> [The task] The word "Longmeadow" may appear in lines of the data below. Say how many lines hold it, giving only the number.

Stored items

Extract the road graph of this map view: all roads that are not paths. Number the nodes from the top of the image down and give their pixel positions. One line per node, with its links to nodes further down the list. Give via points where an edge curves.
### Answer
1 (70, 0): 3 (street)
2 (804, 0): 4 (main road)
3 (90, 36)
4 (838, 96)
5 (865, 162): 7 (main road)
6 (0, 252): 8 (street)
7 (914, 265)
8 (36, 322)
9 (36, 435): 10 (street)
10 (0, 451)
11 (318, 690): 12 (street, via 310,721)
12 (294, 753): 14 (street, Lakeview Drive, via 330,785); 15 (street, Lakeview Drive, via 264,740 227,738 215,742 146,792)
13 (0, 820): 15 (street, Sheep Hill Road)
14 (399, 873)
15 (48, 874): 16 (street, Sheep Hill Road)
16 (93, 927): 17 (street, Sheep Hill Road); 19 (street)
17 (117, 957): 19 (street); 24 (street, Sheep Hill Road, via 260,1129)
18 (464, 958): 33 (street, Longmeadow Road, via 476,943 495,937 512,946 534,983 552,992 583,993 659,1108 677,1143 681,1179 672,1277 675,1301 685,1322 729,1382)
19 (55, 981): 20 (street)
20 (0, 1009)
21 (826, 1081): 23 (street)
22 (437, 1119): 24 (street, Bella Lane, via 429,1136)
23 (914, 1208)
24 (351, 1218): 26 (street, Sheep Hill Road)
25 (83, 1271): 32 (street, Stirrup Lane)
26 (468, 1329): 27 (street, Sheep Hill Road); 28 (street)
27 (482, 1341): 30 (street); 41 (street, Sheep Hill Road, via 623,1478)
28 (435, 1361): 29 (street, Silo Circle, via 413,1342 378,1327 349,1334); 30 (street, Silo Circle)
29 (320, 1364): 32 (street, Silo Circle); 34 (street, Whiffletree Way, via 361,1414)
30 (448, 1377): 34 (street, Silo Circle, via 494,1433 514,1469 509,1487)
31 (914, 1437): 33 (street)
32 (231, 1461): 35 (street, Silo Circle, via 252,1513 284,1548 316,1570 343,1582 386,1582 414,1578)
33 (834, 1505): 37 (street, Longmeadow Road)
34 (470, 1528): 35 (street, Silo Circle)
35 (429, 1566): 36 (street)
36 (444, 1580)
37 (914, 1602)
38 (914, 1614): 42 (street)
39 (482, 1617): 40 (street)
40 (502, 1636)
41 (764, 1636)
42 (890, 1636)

> [Result of this task] 2